▸ **Activity**
Collect all lines from the records below that include the word "name".

Extracted information below:

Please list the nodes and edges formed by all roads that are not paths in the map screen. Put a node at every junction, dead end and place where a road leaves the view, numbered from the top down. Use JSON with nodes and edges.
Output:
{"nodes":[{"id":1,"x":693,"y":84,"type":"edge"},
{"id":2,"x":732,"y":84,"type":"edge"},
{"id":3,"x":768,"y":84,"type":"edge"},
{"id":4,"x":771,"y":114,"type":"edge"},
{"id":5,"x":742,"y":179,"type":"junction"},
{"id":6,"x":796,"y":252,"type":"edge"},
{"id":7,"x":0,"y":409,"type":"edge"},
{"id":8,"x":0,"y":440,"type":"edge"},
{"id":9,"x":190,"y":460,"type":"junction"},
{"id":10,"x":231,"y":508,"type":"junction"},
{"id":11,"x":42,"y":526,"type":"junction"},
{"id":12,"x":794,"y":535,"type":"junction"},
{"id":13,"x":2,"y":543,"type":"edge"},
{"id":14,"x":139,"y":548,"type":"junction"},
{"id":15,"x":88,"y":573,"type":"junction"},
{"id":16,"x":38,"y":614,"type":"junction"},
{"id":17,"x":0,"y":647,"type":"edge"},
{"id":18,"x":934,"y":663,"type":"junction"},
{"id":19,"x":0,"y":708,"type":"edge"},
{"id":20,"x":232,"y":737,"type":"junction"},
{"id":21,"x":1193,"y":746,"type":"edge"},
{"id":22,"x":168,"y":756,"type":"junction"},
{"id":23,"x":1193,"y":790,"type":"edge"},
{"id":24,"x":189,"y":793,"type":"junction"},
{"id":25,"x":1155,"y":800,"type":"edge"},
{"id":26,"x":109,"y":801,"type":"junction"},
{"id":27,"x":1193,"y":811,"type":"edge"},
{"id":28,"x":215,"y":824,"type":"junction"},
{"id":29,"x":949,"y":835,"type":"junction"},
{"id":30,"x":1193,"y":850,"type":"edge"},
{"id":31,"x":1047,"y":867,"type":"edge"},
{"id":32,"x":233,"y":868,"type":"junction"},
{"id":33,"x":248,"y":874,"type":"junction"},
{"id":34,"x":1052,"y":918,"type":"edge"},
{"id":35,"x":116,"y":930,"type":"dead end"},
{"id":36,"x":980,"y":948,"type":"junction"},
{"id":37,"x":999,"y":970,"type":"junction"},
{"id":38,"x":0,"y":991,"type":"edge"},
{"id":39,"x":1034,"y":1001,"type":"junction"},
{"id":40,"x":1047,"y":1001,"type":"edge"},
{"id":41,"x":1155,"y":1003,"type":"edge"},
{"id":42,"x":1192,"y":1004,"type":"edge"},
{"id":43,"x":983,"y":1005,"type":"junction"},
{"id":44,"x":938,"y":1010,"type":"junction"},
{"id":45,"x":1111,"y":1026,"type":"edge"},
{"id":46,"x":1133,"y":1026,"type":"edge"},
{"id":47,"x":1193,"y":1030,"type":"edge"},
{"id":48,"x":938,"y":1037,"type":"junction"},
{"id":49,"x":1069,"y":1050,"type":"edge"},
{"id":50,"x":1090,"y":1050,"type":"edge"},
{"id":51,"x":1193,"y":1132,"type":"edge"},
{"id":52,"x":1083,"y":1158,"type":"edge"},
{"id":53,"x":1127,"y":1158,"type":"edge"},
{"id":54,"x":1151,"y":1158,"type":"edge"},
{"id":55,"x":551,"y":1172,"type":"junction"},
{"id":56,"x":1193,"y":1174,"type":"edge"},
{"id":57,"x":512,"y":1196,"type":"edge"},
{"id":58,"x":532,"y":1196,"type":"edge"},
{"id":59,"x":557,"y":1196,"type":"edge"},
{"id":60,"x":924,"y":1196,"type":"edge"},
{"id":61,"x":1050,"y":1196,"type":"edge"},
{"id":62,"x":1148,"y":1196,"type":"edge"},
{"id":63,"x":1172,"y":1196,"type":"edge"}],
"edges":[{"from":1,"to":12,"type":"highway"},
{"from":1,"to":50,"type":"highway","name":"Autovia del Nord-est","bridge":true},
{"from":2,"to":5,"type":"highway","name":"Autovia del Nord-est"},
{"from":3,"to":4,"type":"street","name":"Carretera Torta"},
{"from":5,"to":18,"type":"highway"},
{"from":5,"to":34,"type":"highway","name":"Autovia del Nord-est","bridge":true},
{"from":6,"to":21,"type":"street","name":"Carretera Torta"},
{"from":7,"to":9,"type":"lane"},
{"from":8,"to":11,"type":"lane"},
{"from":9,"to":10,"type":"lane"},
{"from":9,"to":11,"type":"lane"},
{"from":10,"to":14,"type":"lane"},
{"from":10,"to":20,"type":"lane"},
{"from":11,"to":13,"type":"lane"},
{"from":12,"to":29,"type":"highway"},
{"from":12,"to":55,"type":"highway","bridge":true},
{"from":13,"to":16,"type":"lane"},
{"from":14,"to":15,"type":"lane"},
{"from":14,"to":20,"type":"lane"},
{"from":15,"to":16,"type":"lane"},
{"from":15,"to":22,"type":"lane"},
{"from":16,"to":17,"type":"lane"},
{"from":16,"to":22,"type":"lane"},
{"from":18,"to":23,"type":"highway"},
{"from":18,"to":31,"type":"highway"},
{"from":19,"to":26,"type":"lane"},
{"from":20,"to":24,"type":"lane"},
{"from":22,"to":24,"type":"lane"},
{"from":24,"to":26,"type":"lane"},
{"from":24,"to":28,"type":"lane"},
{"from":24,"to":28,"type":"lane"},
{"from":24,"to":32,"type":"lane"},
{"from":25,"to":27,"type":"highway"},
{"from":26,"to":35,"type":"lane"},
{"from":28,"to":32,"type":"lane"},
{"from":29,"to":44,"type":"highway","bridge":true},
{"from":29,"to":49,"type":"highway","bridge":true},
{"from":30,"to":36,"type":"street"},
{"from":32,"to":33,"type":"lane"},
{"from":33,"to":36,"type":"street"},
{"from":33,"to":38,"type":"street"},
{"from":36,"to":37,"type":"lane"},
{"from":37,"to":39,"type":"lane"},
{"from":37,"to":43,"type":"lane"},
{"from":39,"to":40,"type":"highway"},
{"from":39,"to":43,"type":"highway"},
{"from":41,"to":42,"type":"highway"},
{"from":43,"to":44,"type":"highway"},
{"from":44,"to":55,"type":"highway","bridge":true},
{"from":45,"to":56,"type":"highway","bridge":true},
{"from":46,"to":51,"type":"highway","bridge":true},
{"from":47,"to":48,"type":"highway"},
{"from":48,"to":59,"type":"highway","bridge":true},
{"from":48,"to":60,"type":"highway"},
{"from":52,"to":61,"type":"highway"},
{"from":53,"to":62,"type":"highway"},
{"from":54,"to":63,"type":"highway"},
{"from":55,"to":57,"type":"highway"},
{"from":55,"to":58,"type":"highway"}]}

End of Extracted information.

▸ **Response below**
{"from":1,"to":50,"type":"highway","name":"Autovia del Nord-est","bridge":true},
{"from":2,"to":5,"type":"highway","name":"Autovia del Nord-est"},
{"from":3,"to":4,"type":"street","name":"Carretera Torta"},
{"from":5,"to":34,"type":"highway","name":"Autovia del Nord-est","bridge":true},
{"from":6,"to":21,"type":"street","name":"Carretera Torta"},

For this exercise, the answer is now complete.